---------- Provided entries

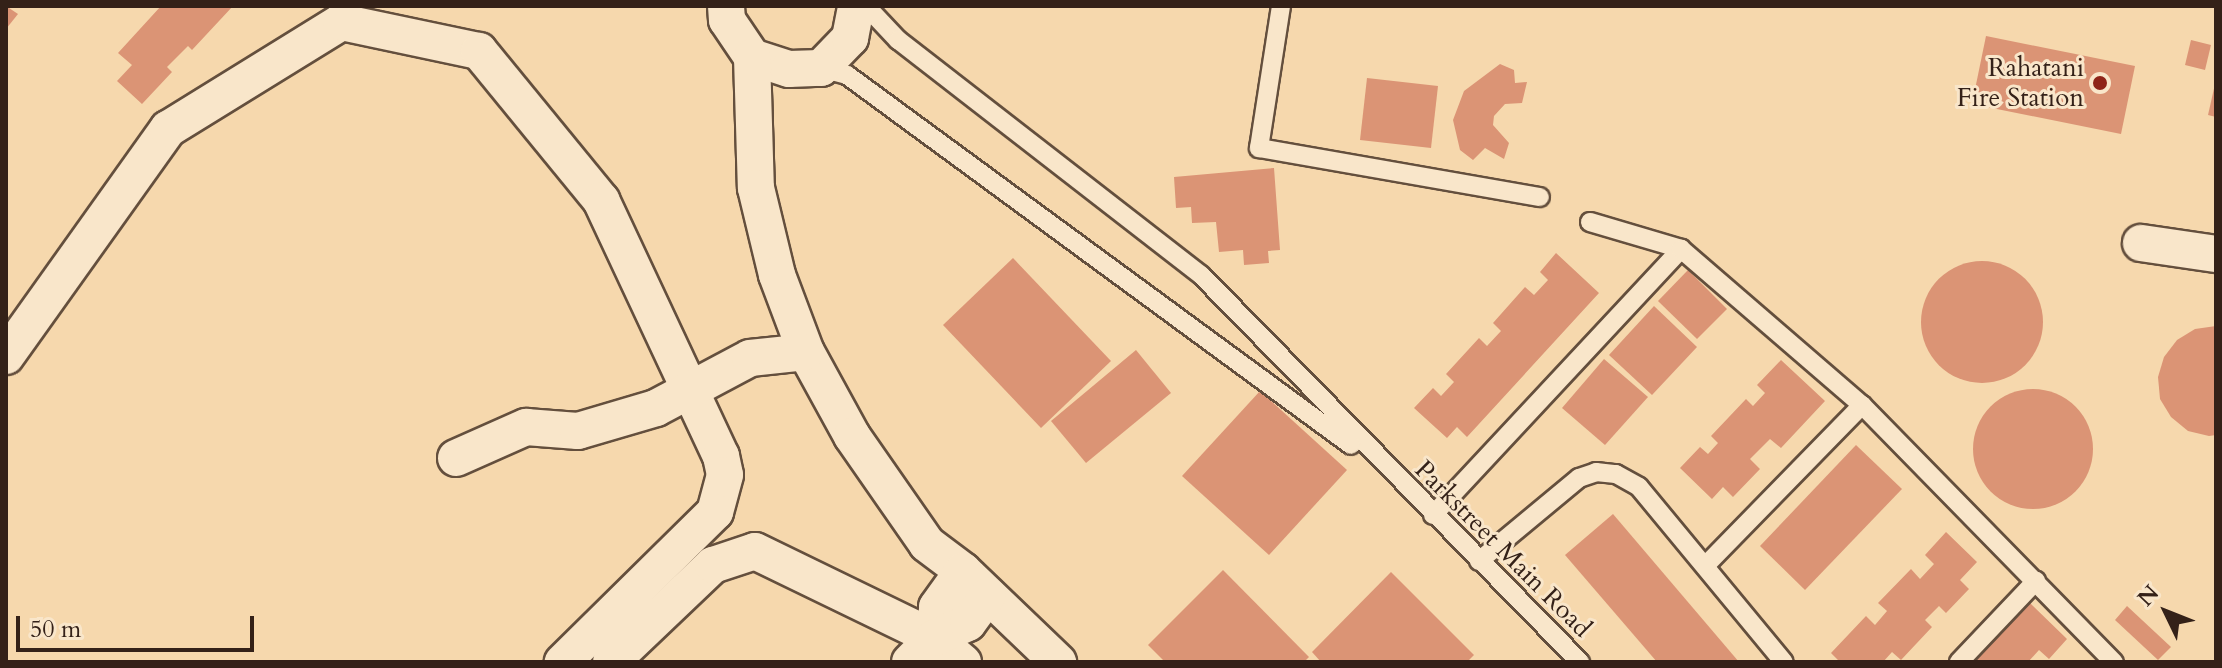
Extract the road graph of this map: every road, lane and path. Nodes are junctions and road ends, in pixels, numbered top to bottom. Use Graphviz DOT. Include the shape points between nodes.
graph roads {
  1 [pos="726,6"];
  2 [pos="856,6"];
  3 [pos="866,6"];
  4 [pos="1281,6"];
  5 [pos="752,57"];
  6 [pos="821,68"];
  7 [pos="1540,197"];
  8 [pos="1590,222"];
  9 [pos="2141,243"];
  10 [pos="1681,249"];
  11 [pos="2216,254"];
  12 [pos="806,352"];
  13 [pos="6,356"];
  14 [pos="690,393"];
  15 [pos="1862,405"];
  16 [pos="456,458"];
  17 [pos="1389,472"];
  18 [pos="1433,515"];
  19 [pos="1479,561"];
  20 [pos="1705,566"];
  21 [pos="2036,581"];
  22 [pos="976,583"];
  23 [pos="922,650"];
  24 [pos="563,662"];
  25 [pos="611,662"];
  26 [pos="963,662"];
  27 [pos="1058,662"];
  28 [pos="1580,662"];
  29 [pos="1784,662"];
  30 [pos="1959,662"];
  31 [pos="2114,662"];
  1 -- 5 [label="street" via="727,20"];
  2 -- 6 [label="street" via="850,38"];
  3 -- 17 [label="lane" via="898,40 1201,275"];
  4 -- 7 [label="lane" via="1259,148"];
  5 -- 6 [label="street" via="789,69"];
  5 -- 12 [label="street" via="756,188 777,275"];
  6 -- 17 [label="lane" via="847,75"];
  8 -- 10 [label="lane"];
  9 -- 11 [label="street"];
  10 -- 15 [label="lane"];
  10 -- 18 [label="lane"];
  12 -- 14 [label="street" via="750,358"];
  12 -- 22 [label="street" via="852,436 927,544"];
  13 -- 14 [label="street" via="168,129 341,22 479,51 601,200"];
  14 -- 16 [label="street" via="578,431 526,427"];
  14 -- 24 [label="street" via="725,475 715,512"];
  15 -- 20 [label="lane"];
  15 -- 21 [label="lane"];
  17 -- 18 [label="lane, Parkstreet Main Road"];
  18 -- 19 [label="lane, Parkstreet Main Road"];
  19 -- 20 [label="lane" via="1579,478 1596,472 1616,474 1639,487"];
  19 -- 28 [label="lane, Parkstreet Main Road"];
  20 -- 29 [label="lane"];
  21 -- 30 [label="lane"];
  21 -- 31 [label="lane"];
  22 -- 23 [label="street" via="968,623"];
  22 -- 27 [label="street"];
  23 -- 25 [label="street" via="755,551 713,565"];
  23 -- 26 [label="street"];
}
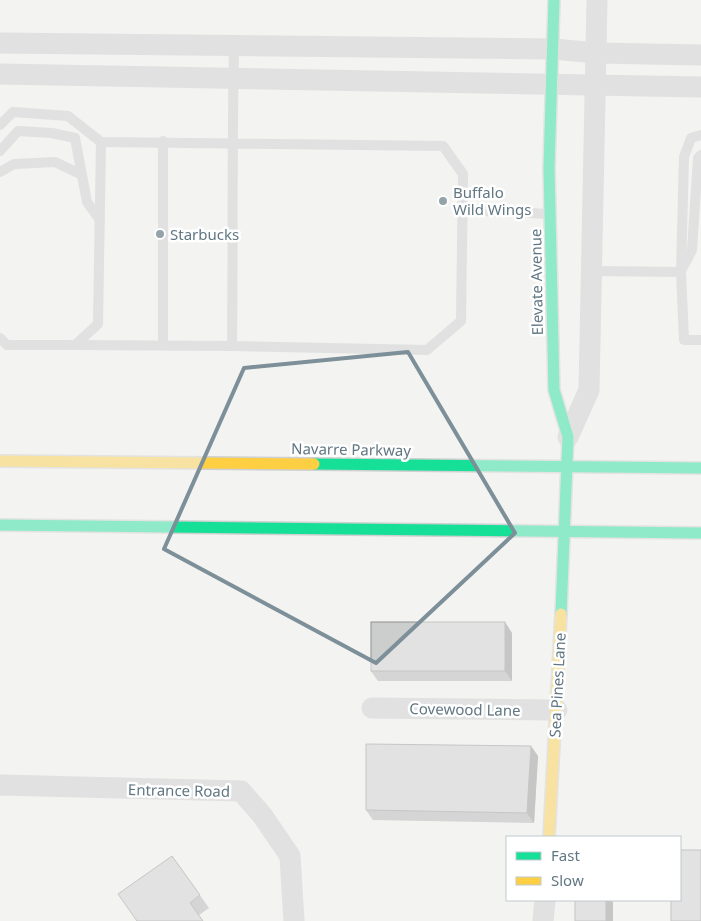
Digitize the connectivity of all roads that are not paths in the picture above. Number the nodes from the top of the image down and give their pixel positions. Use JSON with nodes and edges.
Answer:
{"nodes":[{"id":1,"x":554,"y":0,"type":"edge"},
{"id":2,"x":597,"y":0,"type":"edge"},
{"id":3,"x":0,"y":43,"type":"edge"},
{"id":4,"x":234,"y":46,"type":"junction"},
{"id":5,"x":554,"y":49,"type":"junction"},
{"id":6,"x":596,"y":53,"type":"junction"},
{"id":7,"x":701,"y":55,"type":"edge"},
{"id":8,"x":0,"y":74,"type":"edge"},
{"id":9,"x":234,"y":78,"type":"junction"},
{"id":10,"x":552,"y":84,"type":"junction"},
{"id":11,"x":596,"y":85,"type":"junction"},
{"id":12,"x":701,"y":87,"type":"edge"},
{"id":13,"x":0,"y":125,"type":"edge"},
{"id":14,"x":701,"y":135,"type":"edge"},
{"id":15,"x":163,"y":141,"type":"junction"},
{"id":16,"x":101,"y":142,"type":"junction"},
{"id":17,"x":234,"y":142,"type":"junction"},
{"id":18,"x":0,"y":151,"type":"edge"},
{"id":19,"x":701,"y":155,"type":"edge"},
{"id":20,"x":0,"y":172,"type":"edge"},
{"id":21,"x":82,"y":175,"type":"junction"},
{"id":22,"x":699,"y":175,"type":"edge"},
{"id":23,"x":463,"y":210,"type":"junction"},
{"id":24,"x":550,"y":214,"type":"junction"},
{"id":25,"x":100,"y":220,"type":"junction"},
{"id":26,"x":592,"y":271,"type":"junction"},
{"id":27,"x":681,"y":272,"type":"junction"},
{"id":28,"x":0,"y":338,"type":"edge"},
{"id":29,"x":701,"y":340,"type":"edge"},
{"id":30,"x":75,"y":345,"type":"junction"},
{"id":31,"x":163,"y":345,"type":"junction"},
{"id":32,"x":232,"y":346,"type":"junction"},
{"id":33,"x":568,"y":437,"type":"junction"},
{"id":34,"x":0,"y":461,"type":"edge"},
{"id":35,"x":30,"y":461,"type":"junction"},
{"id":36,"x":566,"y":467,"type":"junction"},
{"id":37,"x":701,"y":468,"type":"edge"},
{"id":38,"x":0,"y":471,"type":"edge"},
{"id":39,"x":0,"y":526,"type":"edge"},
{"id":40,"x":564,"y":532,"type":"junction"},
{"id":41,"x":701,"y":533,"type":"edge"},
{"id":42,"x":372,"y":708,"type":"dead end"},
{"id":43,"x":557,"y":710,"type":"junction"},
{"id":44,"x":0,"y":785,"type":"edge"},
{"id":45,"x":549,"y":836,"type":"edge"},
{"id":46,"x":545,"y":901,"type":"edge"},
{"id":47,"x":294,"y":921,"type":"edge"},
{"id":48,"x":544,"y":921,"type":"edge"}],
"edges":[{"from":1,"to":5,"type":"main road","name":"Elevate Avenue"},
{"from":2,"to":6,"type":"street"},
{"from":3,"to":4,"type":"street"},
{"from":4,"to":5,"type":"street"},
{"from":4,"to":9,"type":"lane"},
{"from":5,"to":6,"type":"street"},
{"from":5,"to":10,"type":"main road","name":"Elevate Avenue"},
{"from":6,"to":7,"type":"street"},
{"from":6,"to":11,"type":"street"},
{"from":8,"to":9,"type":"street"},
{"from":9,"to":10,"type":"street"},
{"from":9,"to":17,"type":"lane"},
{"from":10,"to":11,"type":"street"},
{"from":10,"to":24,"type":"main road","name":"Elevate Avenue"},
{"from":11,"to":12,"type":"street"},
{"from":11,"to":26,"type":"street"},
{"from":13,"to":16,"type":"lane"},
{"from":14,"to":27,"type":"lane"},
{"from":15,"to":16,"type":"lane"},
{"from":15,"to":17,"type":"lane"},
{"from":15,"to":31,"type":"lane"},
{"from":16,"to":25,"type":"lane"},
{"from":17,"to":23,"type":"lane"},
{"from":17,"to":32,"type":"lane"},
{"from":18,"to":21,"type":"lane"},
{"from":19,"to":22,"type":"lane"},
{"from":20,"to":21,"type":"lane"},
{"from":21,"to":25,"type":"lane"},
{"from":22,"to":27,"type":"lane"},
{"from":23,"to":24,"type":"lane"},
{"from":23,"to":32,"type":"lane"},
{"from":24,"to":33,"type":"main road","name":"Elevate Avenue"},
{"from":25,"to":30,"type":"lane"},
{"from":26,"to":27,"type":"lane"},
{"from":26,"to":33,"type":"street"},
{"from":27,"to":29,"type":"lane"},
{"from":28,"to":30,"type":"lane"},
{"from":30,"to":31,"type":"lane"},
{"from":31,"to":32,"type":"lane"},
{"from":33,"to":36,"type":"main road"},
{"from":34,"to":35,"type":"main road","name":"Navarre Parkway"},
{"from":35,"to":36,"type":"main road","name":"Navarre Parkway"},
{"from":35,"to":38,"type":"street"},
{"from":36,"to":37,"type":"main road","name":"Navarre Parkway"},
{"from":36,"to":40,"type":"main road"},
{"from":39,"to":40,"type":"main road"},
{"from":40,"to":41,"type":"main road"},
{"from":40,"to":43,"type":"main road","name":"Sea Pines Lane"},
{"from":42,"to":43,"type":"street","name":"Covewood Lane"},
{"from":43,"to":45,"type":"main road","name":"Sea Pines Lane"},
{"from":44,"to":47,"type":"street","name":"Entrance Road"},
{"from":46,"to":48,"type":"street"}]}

--------------------

▸ Action item
Read the entries above and find each line holding the word "Avenue". Copy it out.

▸ Reply to the task
"edges":[{"from":1,"to":5,"type":"main road","name":"Elevate Avenue"},
{"from":5,"to":10,"type":"main road","name":"Elevate Avenue"},
{"from":10,"to":24,"type":"main road","name":"Elevate Avenue"},
{"from":24,"to":33,"type":"main road","name":"Elevate Avenue"},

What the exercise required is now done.